*** DATA Section Begins ***

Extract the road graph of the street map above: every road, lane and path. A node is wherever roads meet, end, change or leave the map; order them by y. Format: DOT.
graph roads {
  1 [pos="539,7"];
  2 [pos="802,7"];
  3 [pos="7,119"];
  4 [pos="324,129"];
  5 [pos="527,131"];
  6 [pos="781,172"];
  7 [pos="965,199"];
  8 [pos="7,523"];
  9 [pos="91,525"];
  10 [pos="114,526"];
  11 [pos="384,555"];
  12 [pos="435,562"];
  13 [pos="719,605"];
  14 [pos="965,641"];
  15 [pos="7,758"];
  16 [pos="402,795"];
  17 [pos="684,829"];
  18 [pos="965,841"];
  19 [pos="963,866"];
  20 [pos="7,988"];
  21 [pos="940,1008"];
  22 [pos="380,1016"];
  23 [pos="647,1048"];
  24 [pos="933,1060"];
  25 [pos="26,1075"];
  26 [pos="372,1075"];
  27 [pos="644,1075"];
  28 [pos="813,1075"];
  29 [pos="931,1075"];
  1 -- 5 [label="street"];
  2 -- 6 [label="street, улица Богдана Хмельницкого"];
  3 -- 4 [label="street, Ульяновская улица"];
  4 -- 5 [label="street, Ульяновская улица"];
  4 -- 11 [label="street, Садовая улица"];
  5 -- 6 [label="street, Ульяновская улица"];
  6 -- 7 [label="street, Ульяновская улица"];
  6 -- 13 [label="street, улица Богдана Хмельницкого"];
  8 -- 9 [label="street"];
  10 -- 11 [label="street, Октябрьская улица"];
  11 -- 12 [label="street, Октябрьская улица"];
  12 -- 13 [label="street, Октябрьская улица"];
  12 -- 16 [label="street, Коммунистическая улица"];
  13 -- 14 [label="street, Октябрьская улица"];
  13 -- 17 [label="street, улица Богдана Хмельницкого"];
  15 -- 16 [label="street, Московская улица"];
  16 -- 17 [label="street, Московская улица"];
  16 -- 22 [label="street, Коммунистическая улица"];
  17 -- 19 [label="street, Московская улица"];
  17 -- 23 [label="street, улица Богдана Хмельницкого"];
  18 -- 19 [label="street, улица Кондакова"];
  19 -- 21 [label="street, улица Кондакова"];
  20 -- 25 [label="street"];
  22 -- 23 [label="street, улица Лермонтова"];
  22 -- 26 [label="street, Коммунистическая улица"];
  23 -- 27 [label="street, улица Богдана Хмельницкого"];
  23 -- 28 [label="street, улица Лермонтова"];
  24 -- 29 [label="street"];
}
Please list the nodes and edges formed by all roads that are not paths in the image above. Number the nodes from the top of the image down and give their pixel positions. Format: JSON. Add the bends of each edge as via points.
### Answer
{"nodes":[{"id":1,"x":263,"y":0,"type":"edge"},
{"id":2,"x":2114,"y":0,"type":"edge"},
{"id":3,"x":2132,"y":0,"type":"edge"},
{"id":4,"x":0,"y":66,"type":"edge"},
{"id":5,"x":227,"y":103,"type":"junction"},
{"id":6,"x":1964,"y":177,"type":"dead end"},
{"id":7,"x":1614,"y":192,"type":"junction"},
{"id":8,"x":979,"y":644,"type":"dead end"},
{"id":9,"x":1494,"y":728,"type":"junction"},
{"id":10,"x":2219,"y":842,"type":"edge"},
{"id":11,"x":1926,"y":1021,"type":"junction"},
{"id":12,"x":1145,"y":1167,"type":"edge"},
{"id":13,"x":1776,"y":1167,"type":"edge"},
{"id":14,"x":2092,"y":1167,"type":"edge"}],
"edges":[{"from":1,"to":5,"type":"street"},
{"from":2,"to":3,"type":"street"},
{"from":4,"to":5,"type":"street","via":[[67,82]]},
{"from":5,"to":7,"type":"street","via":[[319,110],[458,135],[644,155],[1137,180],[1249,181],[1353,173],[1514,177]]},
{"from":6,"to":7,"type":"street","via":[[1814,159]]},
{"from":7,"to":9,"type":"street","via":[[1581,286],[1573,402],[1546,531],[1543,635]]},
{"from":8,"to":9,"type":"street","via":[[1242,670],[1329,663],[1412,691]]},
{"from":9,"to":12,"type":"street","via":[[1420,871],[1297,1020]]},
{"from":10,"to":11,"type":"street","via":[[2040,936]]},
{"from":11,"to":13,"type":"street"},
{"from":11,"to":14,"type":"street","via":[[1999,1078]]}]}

*** DATA Section Ends ***

ACTIVITY:
Print out the full listing above, word for word.

TASK SOLUTION:
Extract the road graph of the street map above: every road, lane and path. A node is wherever roads meet, end, change or leave the map; order them by y. Format: DOT.
graph roads {
  1 [pos="539,7"];
  2 [pos="802,7"];
  3 [pos="7,119"];
  4 [pos="324,129"];
  5 [pos="527,131"];
  6 [pos="781,172"];
  7 [pos="965,199"];
  8 [pos="7,523"];
  9 [pos="91,525"];
  10 [pos="114,526"];
  11 [pos="384,555"];
  12 [pos="435,562"];
  13 [pos="719,605"];
  14 [pos="965,641"];
  15 [pos="7,758"];
  16 [pos="402,795"];
  17 [pos="684,829"];
  18 [pos="965,841"];
  19 [pos="963,866"];
  20 [pos="7,988"];
  21 [pos="940,1008"];
  22 [pos="380,1016"];
  23 [pos="647,1048"];
  24 [pos="933,1060"];
  25 [pos="26,1075"];
  26 [pos="372,1075"];
  27 [pos="644,1075"];
  28 [pos="813,1075"];
  29 [pos="931,1075"];
  1 -- 5 [label="street"];
  2 -- 6 [label="street, улица Богдана Хмельницкого"];
  3 -- 4 [label="street, Ульяновская улица"];
  4 -- 5 [label="street, Ульяновская улица"];
  4 -- 11 [label="street, Садовая улица"];
  5 -- 6 [label="street, Ульяновская улица"];
  6 -- 7 [label="street, Ульяновская улица"];
  6 -- 13 [label="street, улица Богдана Хмельницкого"];
  8 -- 9 [label="street"];
  10 -- 11 [label="street, Октябрьская улица"];
  11 -- 12 [label="street, Октябрьская улица"];
  12 -- 13 [label="street, Октябрьская улица"];
  12 -- 16 [label="street, Коммунистическая улица"];
  13 -- 14 [label="street, Октябрьская улица"];
  13 -- 17 [label="street, улица Богдана Хмельницкого"];
  15 -- 16 [label="street, Московская улица"];
  16 -- 17 [label="street, Московская улица"];
  16 -- 22 [label="street, Коммунистическая улица"];
  17 -- 19 [label="street, Московская улица"];
  17 -- 23 [label="street, улица Богдана Хмельницкого"];
  18 -- 19 [label="street, улица Кондакова"];
  19 -- 21 [label="street, улица Кондакова"];
  20 -- 25 [label="street"];
  22 -- 23 [label="street, улица Лермонтова"];
  22 -- 26 [label="street, Коммунистическая улица"];
  23 -- 27 [label="street, улица Богдана Хмельницкого"];
  23 -- 28 [label="street, улица Лермонтова"];
  24 -- 29 [label="street"];
}
Please list the nodes and edges formed by all roads that are not paths in the image above. Number the nodes from the top of the image down and give their pixel positions. Format: JSON. Add the bends of each edge as via points.
### Answer
{"nodes":[{"id":1,"x":263,"y":0,"type":"edge"},
{"id":2,"x":2114,"y":0,"type":"edge"},
{"id":3,"x":2132,"y":0,"type":"edge"},
{"id":4,"x":0,"y":66,"type":"edge"},
{"id":5,"x":227,"y":103,"type":"junction"},
{"id":6,"x":1964,"y":177,"type":"dead end"},
{"id":7,"x":1614,"y":192,"type":"junction"},
{"id":8,"x":979,"y":644,"type":"dead end"},
{"id":9,"x":1494,"y":728,"type":"junction"},
{"id":10,"x":2219,"y":842,"type":"edge"},
{"id":11,"x":1926,"y":1021,"type":"junction"},
{"id":12,"x":1145,"y":1167,"type":"edge"},
{"id":13,"x":1776,"y":1167,"type":"edge"},
{"id":14,"x":2092,"y":1167,"type":"edge"}],
"edges":[{"from":1,"to":5,"type":"street"},
{"from":2,"to":3,"type":"street"},
{"from":4,"to":5,"type":"street","via":[[67,82]]},
{"from":5,"to":7,"type":"street","via":[[319,110],[458,135],[644,155],[1137,180],[1249,181],[1353,173],[1514,177]]},
{"from":6,"to":7,"type":"street","via":[[1814,159]]},
{"from":7,"to":9,"type":"street","via":[[1581,286],[1573,402],[1546,531],[1543,635]]},
{"from":8,"to":9,"type":"street","via":[[1242,670],[1329,663],[1412,691]]},
{"from":9,"to":12,"type":"street","via":[[1420,871],[1297,1020]]},
{"from":10,"to":11,"type":"street","via":[[2040,936]]},
{"from":11,"to":13,"type":"street"},
{"from":11,"to":14,"type":"street","via":[[1999,1078]]}]}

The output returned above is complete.